==== SOURCE RECORDS

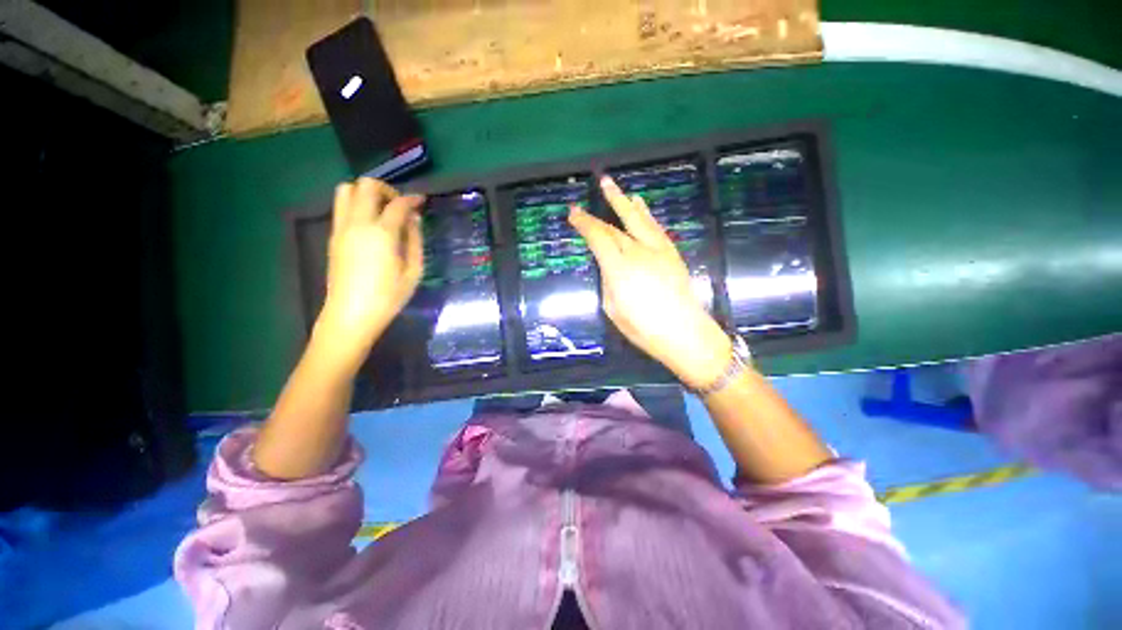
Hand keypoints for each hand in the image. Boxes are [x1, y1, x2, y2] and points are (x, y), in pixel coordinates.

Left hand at [316, 178, 423, 359]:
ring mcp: (341, 228)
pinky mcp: (333, 236)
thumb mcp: (413, 271)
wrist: (351, 314)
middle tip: (399, 204)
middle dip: (386, 188)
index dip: (412, 198)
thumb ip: (415, 241)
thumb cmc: (389, 296)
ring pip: (346, 190)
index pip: (397, 204)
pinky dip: (356, 205)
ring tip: (381, 210)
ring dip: (366, 193)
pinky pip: (341, 207)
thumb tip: (414, 220)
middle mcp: (358, 224)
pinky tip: (371, 224)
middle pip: (366, 186)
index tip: (421, 201)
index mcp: (382, 234)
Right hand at [569, 176, 732, 388]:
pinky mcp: (671, 253)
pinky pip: (655, 227)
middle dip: (603, 207)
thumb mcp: (612, 307)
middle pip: (616, 225)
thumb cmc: (642, 327)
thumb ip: (608, 280)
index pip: (598, 237)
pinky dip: (646, 215)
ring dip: (626, 202)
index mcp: (619, 267)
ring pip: (639, 220)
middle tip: (598, 185)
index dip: (584, 223)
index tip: (573, 213)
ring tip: (618, 188)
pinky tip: (642, 208)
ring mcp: (658, 250)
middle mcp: (638, 251)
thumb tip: (608, 265)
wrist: (684, 332)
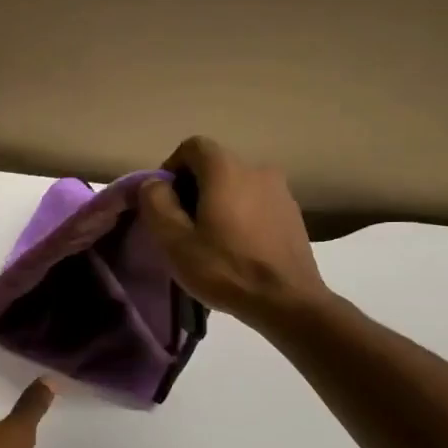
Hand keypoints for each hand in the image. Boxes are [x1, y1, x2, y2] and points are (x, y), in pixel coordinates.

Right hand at [137, 136, 330, 327]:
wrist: (287, 301)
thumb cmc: (225, 269)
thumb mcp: (175, 241)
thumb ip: (156, 204)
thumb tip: (153, 184)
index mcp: (226, 169)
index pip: (192, 146)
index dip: (171, 168)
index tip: (164, 202)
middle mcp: (257, 168)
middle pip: (215, 167)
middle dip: (193, 189)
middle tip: (182, 226)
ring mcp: (280, 191)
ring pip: (237, 187)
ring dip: (218, 205)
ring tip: (210, 241)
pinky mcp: (293, 214)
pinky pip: (256, 204)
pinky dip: (241, 217)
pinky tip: (237, 250)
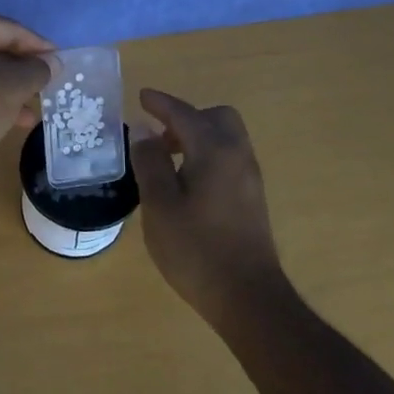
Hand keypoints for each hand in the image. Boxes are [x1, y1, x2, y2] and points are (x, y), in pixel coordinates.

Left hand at [0, 5, 56, 180]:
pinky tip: (7, 120)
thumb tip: (52, 62)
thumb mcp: (12, 87)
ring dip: (6, 89)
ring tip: (32, 112)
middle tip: (47, 88)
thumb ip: (37, 70)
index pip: (12, 30)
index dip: (40, 48)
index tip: (61, 65)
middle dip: (22, 72)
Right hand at [129, 88, 289, 325]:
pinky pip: (229, 159)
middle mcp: (238, 156)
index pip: (184, 114)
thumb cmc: (196, 249)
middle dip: (186, 118)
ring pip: (225, 138)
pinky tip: (186, 182)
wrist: (247, 296)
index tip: (142, 96)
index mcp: (214, 151)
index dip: (161, 104)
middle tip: (158, 135)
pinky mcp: (252, 198)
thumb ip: (151, 164)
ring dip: (197, 137)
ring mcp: (249, 178)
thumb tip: (145, 134)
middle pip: (216, 118)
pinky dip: (207, 155)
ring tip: (166, 160)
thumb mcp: (160, 205)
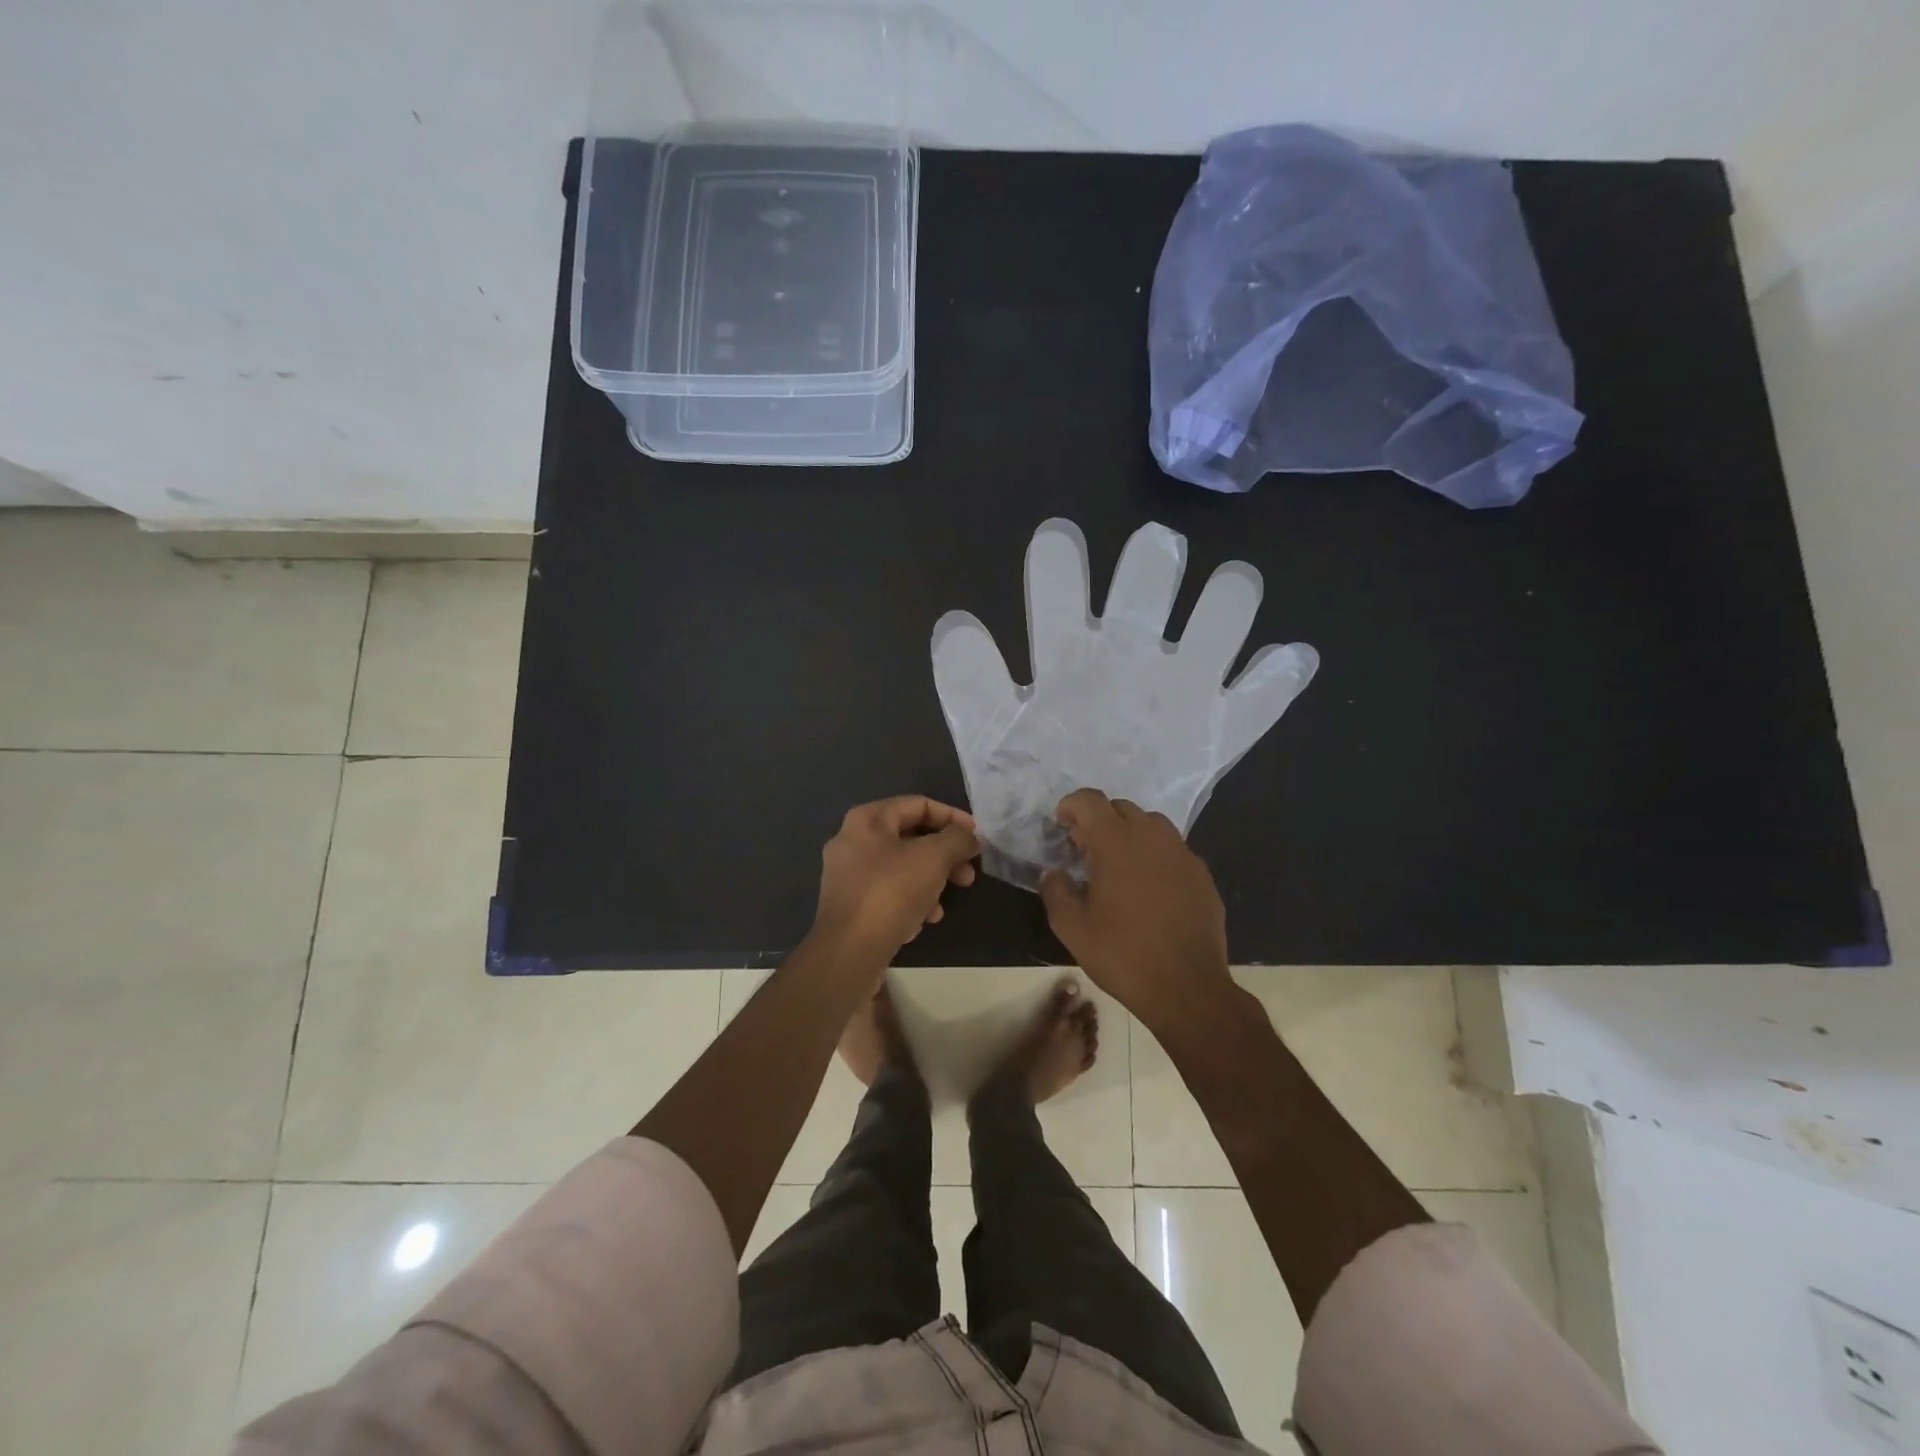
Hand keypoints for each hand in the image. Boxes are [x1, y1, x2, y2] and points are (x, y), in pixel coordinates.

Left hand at [812, 796, 979, 966]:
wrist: (849, 951)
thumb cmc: (891, 892)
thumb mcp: (933, 858)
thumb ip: (956, 839)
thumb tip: (969, 836)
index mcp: (868, 820)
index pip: (918, 805)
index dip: (952, 817)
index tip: (976, 838)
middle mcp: (853, 841)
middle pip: (910, 838)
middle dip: (944, 856)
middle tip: (968, 876)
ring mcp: (847, 875)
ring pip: (901, 868)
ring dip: (930, 882)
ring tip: (944, 905)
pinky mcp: (850, 905)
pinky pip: (888, 893)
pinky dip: (910, 901)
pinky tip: (923, 921)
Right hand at [1038, 789, 1236, 1030]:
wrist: (1188, 988)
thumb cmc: (1123, 954)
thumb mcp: (1072, 928)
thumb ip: (1055, 891)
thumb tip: (1053, 873)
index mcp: (1116, 841)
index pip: (1089, 800)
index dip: (1070, 805)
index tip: (1061, 826)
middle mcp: (1152, 836)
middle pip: (1120, 808)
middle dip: (1098, 821)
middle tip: (1085, 851)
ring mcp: (1182, 854)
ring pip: (1151, 825)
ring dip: (1129, 835)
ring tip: (1118, 867)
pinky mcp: (1202, 874)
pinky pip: (1172, 850)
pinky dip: (1154, 857)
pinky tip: (1149, 890)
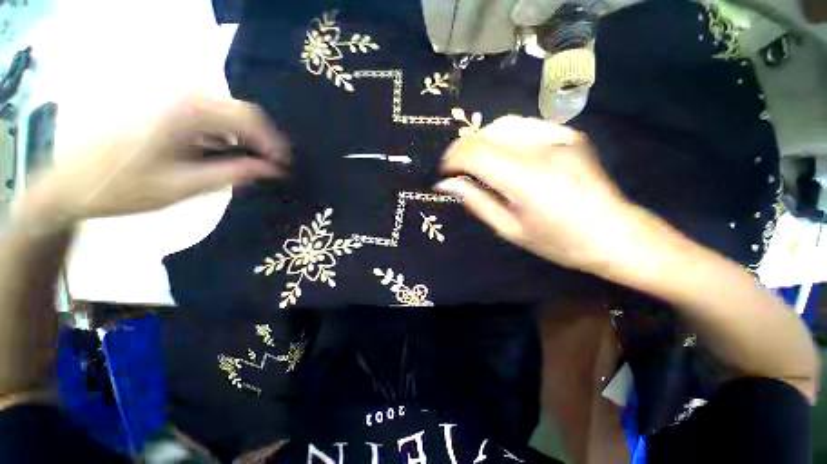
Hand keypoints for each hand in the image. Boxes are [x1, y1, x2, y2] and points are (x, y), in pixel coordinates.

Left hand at [24, 97, 288, 226]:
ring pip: (228, 114)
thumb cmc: (124, 188)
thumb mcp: (185, 186)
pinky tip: (225, 155)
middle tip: (273, 168)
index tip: (285, 167)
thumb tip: (273, 170)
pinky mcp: (166, 106)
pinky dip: (227, 136)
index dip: (274, 143)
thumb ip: (233, 174)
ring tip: (252, 165)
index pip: (250, 118)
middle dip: (263, 141)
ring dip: (246, 139)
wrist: (71, 183)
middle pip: (242, 112)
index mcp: (187, 111)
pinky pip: (211, 116)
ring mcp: (173, 98)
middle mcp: (183, 95)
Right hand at [436, 116, 636, 273]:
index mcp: (525, 179)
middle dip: (463, 150)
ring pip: (503, 125)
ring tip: (477, 163)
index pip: (474, 153)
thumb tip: (447, 184)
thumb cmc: (558, 241)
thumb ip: (476, 202)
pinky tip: (504, 156)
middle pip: (486, 134)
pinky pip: (524, 126)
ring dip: (482, 142)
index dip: (452, 159)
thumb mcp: (509, 229)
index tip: (444, 173)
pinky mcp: (568, 134)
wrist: (615, 233)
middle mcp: (541, 149)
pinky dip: (504, 138)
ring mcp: (558, 137)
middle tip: (457, 170)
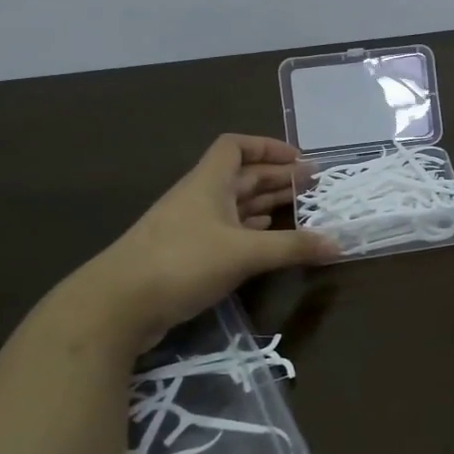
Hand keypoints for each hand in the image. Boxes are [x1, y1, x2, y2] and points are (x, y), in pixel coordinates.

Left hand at [66, 135, 335, 351]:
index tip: (299, 159)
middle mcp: (199, 198)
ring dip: (266, 205)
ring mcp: (190, 228)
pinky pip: (227, 233)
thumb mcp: (244, 253)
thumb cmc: (181, 263)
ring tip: (300, 210)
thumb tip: (338, 244)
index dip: (267, 146)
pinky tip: (269, 241)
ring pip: (235, 206)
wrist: (116, 306)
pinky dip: (251, 232)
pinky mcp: (186, 257)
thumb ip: (292, 247)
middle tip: (313, 186)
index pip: (235, 147)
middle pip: (242, 177)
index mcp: (208, 183)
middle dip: (277, 178)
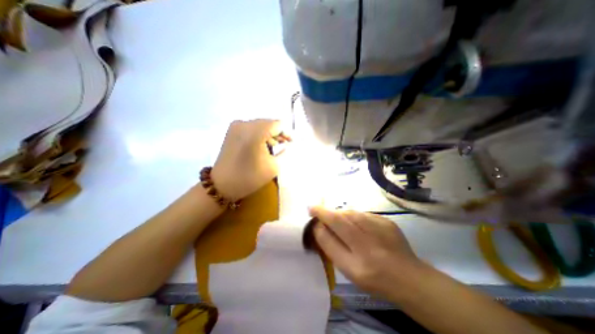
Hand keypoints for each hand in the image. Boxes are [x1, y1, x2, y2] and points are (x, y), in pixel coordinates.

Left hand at [212, 119, 290, 201]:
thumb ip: (284, 152)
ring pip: (260, 125)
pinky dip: (259, 135)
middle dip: (278, 133)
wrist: (222, 185)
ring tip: (276, 146)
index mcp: (255, 132)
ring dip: (269, 134)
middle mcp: (245, 124)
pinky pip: (251, 128)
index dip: (287, 133)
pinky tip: (263, 144)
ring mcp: (236, 126)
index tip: (292, 143)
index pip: (277, 124)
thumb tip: (288, 144)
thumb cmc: (250, 177)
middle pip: (268, 123)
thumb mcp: (274, 166)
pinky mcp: (232, 131)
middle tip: (285, 144)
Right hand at [309, 207, 419, 296]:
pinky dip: (355, 218)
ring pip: (352, 213)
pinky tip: (359, 227)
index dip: (321, 215)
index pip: (333, 230)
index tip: (311, 208)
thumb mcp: (347, 268)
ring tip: (341, 224)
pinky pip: (363, 214)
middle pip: (342, 217)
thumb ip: (330, 246)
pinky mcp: (387, 221)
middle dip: (328, 212)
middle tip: (321, 213)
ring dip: (342, 215)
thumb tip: (319, 225)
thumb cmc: (373, 278)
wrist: (408, 277)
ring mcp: (380, 227)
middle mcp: (369, 241)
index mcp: (357, 260)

========

- **TASK REQUIREMENTS**
Where a picture appears in the records above, omit it, and transcribe exactly the stretch of lines from the one with "pinky mcp: (293, 214)" through the one with "middle pip: (910, 838)".

- **PROBLEM SOLUTION**
pinky mcp: (293, 214)
pinky pip: (256, 204)
pinky dip: (241, 217)
pinky tip: (237, 250)
Hand keypoints for each hand in the image. Boxes are [x1, y1, x2, y2] and points are (x, y), in pixel coordinates.

Left hand at [0, 5, 56, 180]:
pinky tip: (7, 120)
thumb tip: (52, 62)
thumb mcp: (12, 87)
ring dip: (6, 89)
ring tip: (32, 112)
middle tip: (47, 88)
thumb ip: (37, 70)
index pip: (12, 30)
index dip: (40, 48)
index tip: (61, 65)
middle dip: (22, 72)
Right hand at [129, 88, 289, 325]:
pinky pip: (229, 159)
middle mcp: (238, 156)
index pip: (184, 114)
thumb cmc: (196, 249)
middle dip: (186, 118)
ring pip: (225, 138)
pinky tip: (186, 182)
wrist: (247, 296)
index tip: (142, 96)
index mcp: (214, 151)
index dip: (161, 104)
middle tip: (158, 135)
pinky mcp: (252, 198)
thumb ip: (151, 164)
ring dip: (197, 137)
ring mcp: (249, 178)
thumb tip: (145, 134)
middle pip: (216, 118)
pinky dip: (207, 155)
ring tip: (166, 160)
thumb mcp: (160, 205)
Hand keypoints for each hand in the image. Boxes are [x1, y1, x2, y2] and points are (x, y), in pixel coordinates.

Left hand at [812, 796, 979, 966]:
wrist: (849, 951)
thumb cmc: (891, 892)
thumb mcp: (933, 858)
thumb ip: (956, 839)
thumb tip: (969, 836)
index mcp: (868, 820)
index pip: (918, 805)
index dip: (952, 817)
index tip: (976, 838)
middle mcp: (853, 841)
middle pip: (910, 838)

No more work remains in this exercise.